Po odrzuceniu przepływu, przemyć kolumnę trzykrotnie, dodając 500 mikrolitrów 200 milimolowego octanu amonu, a następnie odwirować. Po odwirowaniu załadować 20 mikrolitrów próbki białka na kolumnę i odwirować przy 1000-krotności grawitacji i czterech stopniach Celsjusza przez cztery minuty. Teraz umieść wcześniej przygotowaną kapilę pokrytą złotem w uchwycie kapilarnym.

Otwórz końcówkę igły i wypełnij kapilatę jednym do czterech mikrolitrów próbki białka. Połącz uchwyt kapilarny ze źródłem nanoelektrorozpylania spektrometru masowego i umieść końcówkę kapilary w odległości od 0,5 do 1,5 centymetra od otworu stożka. Użyj od 80 do 150 litrów gazu nanoflow na godzinę, aby zainicjować natryskiwanie i dostosować przepływ gazu, aby utrzymać stabilny rozpylanie.

Dostosuj parametry i stronę strojenia instrumentu Q-TOF. Następnie rozpocznij akwizycję, klikając przycisk Zdobądź i połącz jak najwięcej skanów, aby uzyskać dobre widmo masowe. Rozpuść 1,43 miligrama BS3 i 100 mikrolitrów wody, aby przygotować 25-milimolowy roztwór podstawowy.

Następnie dodaj BS3 do kompleksu białkowego. Użyj różnych ilości BS3, aby określić optymalne stężenie środka sieciującego. Mieszaniny reakcyjne inkubować w temperaturze 25 stopni Celsjusza przez godzinę w termomikserze.

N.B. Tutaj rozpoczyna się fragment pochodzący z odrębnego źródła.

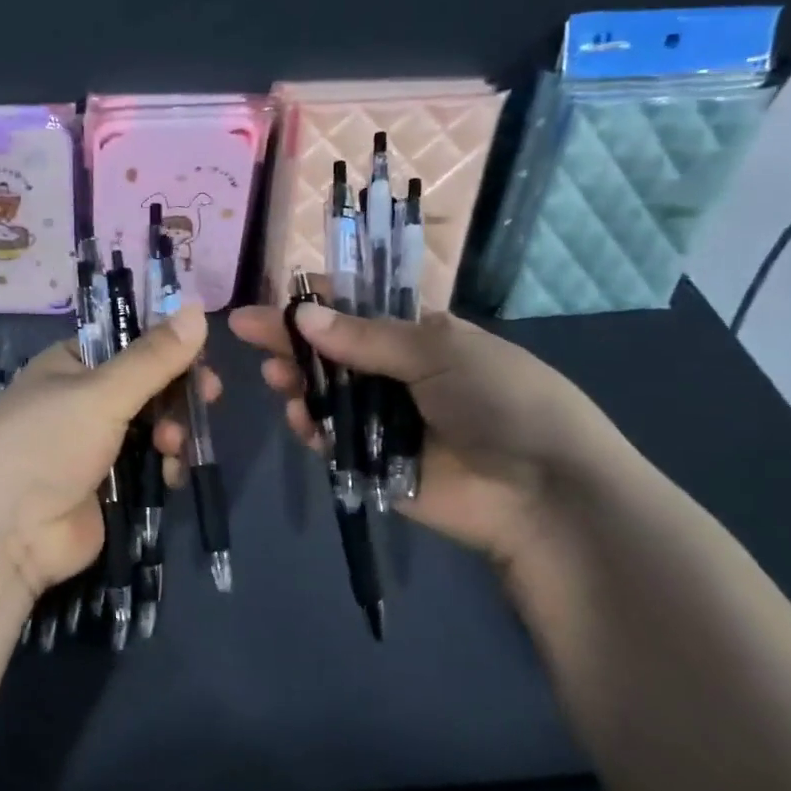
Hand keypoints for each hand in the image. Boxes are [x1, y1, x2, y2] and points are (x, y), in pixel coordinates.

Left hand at [0, 302, 220, 596]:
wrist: (6, 533)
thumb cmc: (47, 444)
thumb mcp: (101, 393)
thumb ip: (153, 357)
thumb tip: (197, 308)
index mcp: (71, 364)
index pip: (128, 341)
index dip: (167, 346)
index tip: (202, 355)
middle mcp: (82, 400)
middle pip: (146, 385)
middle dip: (176, 392)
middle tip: (208, 397)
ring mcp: (95, 445)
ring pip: (153, 425)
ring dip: (173, 430)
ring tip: (173, 446)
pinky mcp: (108, 485)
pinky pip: (149, 463)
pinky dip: (165, 464)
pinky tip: (170, 474)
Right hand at [228, 301, 623, 568]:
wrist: (542, 492)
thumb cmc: (499, 400)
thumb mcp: (438, 352)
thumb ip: (366, 337)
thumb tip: (302, 315)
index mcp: (420, 336)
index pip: (357, 309)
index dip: (316, 302)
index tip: (276, 299)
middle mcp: (397, 374)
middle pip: (332, 351)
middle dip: (292, 341)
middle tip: (249, 332)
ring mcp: (383, 419)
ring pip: (325, 394)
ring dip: (297, 382)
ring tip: (277, 377)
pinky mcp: (373, 462)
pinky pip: (331, 439)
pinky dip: (312, 427)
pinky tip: (301, 419)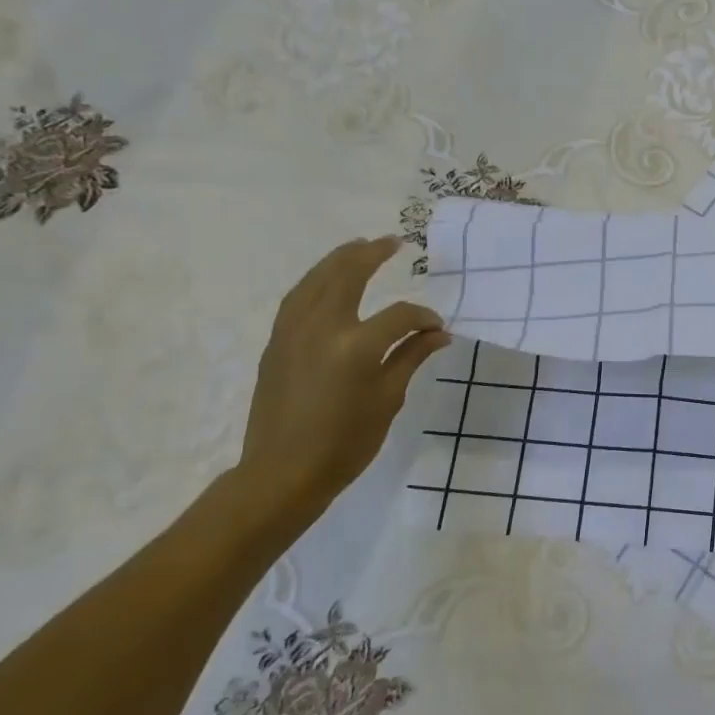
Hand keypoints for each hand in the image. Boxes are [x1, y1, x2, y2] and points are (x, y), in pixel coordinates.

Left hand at [237, 236, 449, 509]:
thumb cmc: (345, 444)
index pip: (399, 316)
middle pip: (347, 275)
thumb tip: (438, 333)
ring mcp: (292, 332)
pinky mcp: (276, 342)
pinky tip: (326, 279)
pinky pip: (297, 297)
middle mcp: (321, 328)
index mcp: (355, 347)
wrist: (283, 473)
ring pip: (316, 279)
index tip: (437, 328)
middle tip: (393, 242)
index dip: (423, 317)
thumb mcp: (387, 400)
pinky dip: (315, 280)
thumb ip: (411, 358)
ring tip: (359, 246)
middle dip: (372, 254)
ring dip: (339, 259)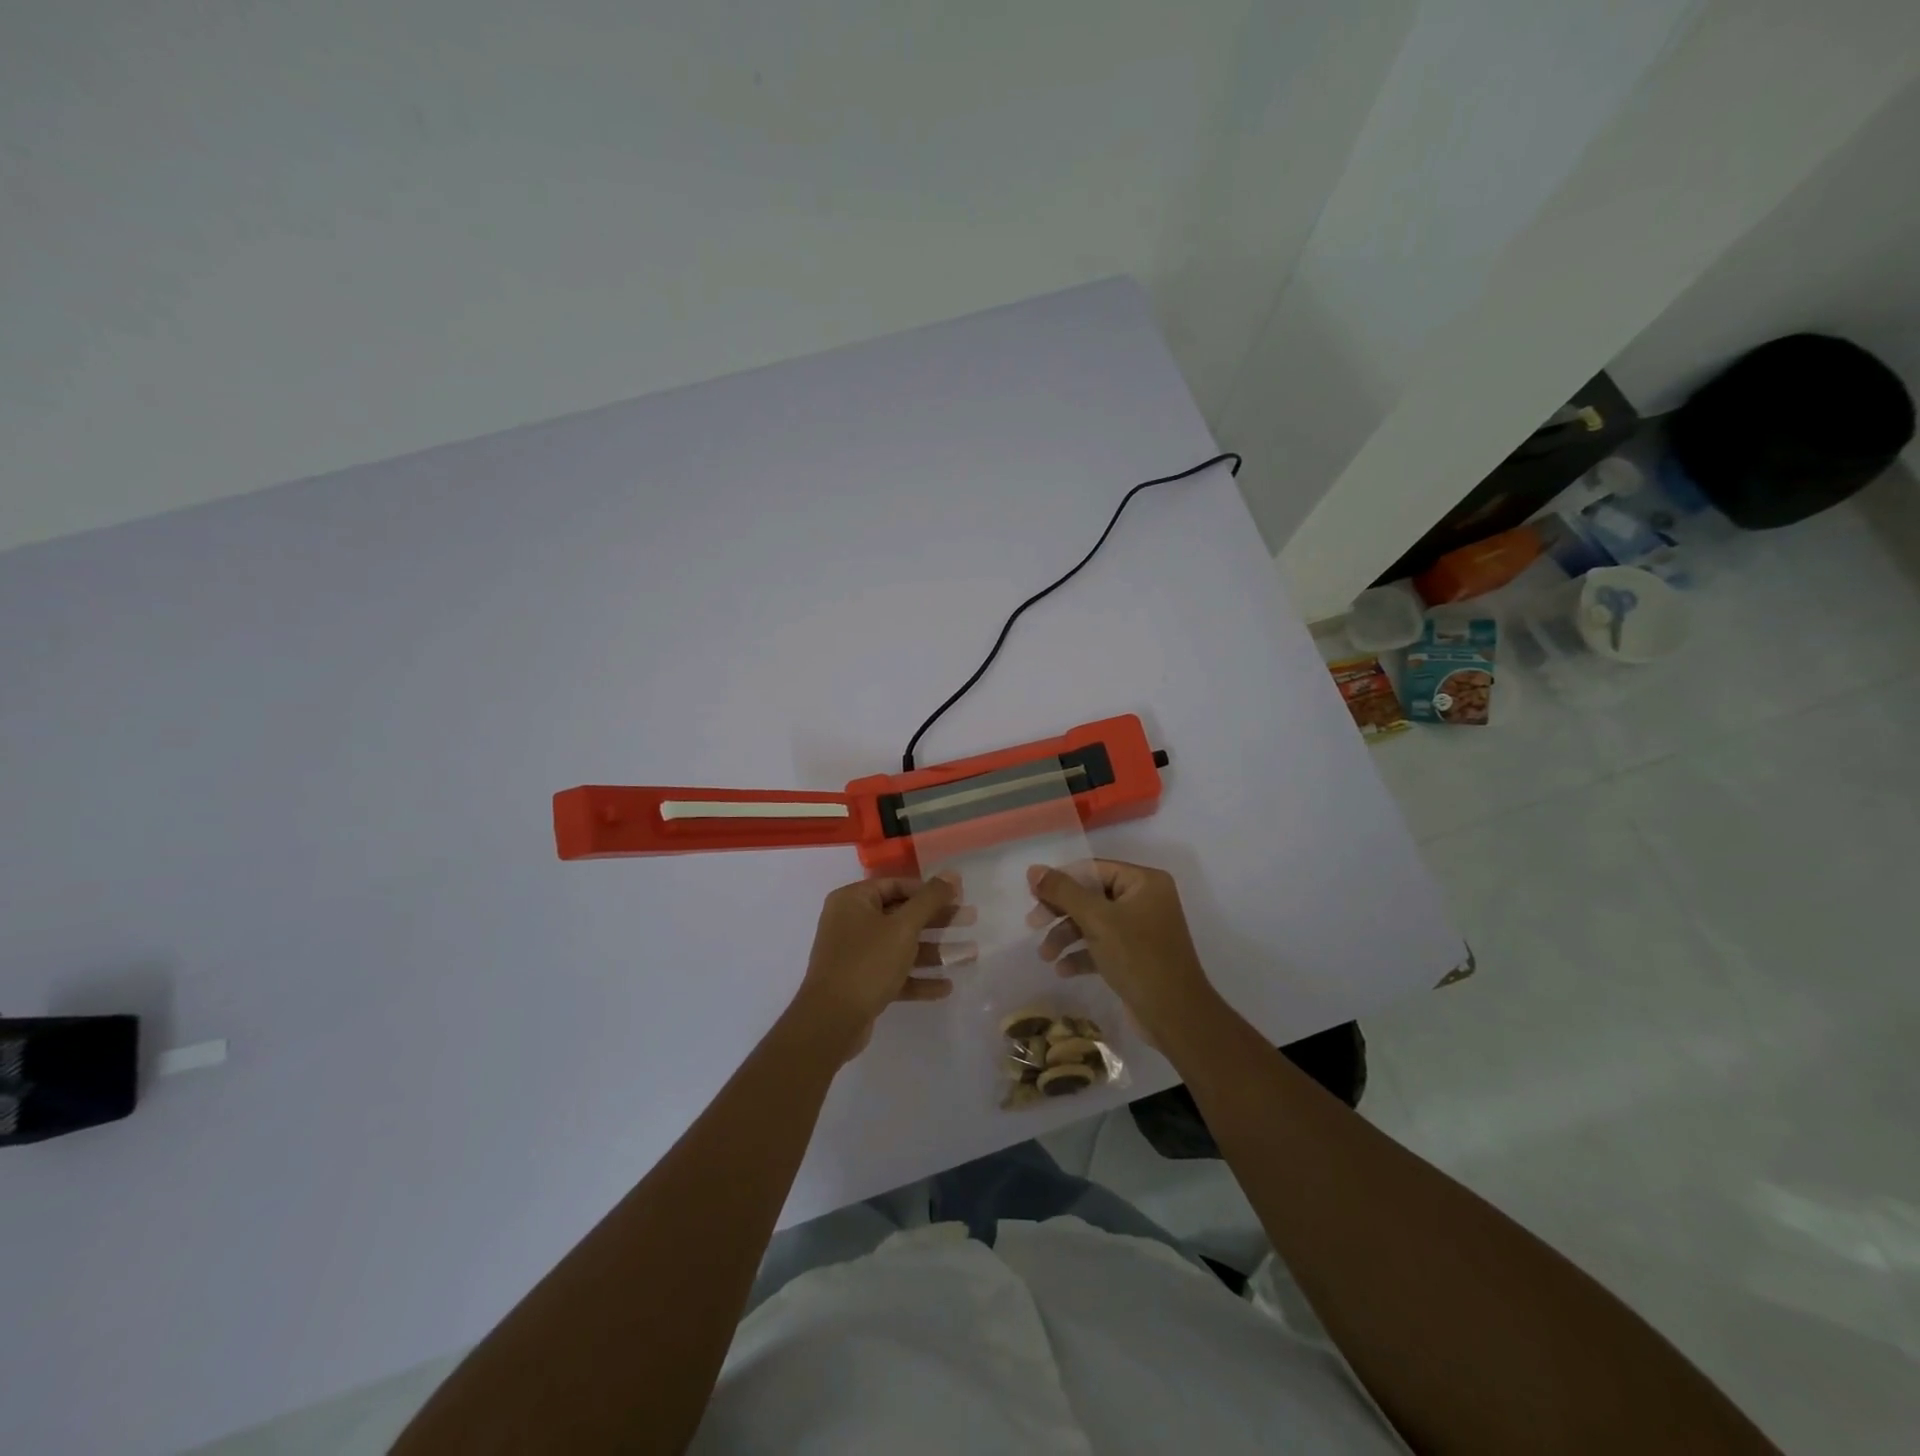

Teraz wykonaj stronę SDS usieciowanych białek za pomocą żelu o gradiacji od czterech do 12%. Przetnij pasma żelu i strawij białko przez trawienie w żelu, jak opisano wcześniej. Po uzyskaniu peptydów z trawienia w żelu należy przeprowadzić spektrometrię mas sprzężoną z chromatografią cieczową, jak opisano wcześniej.

Wszystkie podjednostki białkowe heterododekameru RvB1/B2 i heterooktamerycznych kompleksów CPS zidentyfikowano z dużą pewnością. Widmo masowe RvB1/RvB2 ujawnia dwa gatunki, które odpowiadają podwójnym pierścieniom heksamerycznym i dodekamerycznym. Struktura krystaliczna kompleksu RvB1/B2 pokazuje układ podwójnego pierścienia.

Dodanie BS3 do kompleksu RvB1 / RvB2 powoduje kowalencyjne wiązanie białek, w wyniku czego powstają prążki białkowe o większej masie cząsteczkowej. A rosnące ilości BS3 dają większe ilości usieciowanych gatunków, podczas gdy nieusieciowane podjednostki białkowe są zmniejszone. Widmo usieciowanych dipeptydów pokazuje szereg jonów Y obu peptydów, potwierdzając tę interakcję białkową.

Wyniki sieciowania BS3 są wizualizowane w sieci interakcji pokazującej interakcje wewnątrzcząsteczkowe, a także interakcje między różnymi podjednostkami. Natywne widmo masowe CPS pokazuje heterodimer, heterotetramer i heterooktamer. Tandemowa spektrometria mas tetramicznego i oktamerycznego CPS ujawnia dysocjację małej podjednostki CPS.

Chemiczne sieciowanie CPS z sieciownikiem BS3 pokazuje kilka wewnątrzcząsteczkowych wiązań krzyżowych między dwiema kopiami dużej podjednostki CPS. Struktura krystaliczna ujawnia, że powierzchnia oddziaływania między rdzeniem tetramicznym a obwodowymi małymi podjednostkami jest bardzo mała, co może wyjaśniać brak oddziaływań międzypodjednostkowych. Po opanowaniu nasz przepływ pracy może zostać wykonany w ciągu tygodnia, jeśli zostanie wykonany prawidłowo.

Ponieważ składanie białek jest zbyt złożone, potrzebny jest dodatkowy czas na analizę danych. Po tej procedurze można następnie przeprowadzić modelowanie obliczeniowe w celu uzyskania trójwymiarowych modeli kompleksów białkowych. Po obejrzeniu tego filmu powinieneś dobrze zrozumieć, jak przeprowadzać eksperymenty z sieciowaniem chemicznym i natywną spektrometrią mas, dopóki te dwie uzupełniające się techniki nie pomogą wyjaśnić struktur zespołów białek.